Abstract

The expense in time and money limit the use of randomized clinical trials (RCT) and cohort studies for evaluating long-term AIDS treatment outcomes. We conducted a case-control study to characterize predictors of AIDS mortality after the availability of highly active antiretroviral therapy (HAART) in San Francisco, in which cases were matched with controls on stage of disease, year of AIDS diagnosis and year of HAART initiation. Overall, 266 cases and 1173 controls were included, representing >90% of eligible patients. The class of initial HAART regimen was not associated with mortality.
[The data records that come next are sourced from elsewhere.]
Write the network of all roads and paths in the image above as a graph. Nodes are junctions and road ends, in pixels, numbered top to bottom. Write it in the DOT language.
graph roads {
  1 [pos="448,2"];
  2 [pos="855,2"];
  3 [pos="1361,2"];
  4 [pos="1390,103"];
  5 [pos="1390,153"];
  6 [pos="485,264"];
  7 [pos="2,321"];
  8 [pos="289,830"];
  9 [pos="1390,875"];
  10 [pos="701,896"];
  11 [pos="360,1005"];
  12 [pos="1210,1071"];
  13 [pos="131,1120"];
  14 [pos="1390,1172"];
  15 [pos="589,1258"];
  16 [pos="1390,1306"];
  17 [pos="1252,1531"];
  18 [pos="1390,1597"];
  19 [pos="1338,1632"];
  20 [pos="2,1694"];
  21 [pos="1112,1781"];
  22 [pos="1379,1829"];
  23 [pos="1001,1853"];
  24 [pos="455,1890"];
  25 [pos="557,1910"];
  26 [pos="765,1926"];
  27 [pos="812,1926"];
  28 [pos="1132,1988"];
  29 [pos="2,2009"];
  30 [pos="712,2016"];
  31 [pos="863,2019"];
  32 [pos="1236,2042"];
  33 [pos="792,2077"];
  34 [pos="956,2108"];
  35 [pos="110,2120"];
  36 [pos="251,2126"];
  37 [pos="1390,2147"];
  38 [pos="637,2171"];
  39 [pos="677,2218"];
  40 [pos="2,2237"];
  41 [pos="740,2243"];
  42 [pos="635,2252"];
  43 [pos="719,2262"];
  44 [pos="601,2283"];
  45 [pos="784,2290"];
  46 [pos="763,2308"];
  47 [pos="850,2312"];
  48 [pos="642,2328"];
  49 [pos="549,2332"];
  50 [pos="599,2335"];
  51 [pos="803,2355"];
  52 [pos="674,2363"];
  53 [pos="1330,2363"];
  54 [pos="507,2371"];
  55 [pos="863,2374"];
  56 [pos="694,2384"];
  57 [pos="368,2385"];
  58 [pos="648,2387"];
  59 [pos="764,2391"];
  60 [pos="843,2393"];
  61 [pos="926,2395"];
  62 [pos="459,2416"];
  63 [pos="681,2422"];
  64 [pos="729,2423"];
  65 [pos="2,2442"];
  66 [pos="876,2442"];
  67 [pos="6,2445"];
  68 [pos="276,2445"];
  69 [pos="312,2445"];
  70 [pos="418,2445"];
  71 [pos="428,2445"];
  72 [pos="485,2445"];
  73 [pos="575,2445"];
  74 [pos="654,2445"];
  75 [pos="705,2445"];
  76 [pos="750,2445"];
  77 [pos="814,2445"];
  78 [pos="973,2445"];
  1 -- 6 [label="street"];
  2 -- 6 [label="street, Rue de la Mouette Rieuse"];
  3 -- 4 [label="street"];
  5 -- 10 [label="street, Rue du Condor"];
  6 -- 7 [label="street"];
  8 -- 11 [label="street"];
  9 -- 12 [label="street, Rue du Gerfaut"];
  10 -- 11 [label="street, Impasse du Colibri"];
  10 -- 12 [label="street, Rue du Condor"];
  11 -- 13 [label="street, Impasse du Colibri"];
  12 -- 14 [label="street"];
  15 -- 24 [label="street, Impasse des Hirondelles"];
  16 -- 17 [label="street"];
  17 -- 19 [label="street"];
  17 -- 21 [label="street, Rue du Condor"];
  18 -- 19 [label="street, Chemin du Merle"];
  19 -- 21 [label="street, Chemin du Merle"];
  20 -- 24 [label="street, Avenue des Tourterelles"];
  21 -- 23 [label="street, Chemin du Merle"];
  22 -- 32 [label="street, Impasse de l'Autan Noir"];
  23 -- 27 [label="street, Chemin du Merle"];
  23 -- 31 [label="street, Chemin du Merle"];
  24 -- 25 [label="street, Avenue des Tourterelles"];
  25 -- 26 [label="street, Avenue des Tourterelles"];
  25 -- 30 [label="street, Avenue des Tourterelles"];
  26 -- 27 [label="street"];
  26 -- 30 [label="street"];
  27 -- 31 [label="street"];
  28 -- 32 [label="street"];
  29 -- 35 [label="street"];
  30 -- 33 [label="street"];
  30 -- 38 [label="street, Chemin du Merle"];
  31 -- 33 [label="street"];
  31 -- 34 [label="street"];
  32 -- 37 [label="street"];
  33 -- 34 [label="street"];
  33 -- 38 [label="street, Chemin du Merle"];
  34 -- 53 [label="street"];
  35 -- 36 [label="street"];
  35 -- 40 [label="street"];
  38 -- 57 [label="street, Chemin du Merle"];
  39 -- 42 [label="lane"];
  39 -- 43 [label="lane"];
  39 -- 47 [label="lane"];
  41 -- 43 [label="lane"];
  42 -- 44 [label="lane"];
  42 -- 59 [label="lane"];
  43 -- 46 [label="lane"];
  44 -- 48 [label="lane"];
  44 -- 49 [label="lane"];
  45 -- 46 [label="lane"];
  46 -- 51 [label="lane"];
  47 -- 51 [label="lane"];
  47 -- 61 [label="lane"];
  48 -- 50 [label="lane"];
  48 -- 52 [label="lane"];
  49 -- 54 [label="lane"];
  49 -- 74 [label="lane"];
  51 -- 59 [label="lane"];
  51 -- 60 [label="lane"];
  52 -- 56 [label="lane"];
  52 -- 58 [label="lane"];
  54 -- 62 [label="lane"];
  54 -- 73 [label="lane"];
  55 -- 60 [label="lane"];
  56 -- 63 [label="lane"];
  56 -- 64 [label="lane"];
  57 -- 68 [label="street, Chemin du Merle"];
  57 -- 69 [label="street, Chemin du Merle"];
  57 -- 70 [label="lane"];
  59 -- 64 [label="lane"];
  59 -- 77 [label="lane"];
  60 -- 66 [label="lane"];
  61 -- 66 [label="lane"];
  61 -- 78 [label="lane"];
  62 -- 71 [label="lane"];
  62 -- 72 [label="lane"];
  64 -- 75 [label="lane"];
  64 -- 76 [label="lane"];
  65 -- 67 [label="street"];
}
Predictors of mortality were older age ([adjusted odds ratio] AOR 1.23, 95% [confidence interval] CI: 1.13-1.35), public versus private health insurance (AOR 2.80, 95% CI: 1.77-4.42), no versus private insurance (AOR 1.45, 95% CI: 1.02-2.07) and unboosted saquinavir (AOR 2.50, 95% CI: 1.34-4.65). Survival benefit was found in following the 2004 US Department of Health and Human Services preferred treatment guidelines; borderline survival benefits were found in following the guidelines from other years. Similar predictors were found for all-cause and AIDS-specific mortality. Our findings mirrored those of RCT and multi-centre cohort studies, and may be applicable to other settings. Our findings support similar survival benefit to persons initiating HAART with non-nucleoside reverse transcriptase inhibitor- or protease inhibitor-based regimens.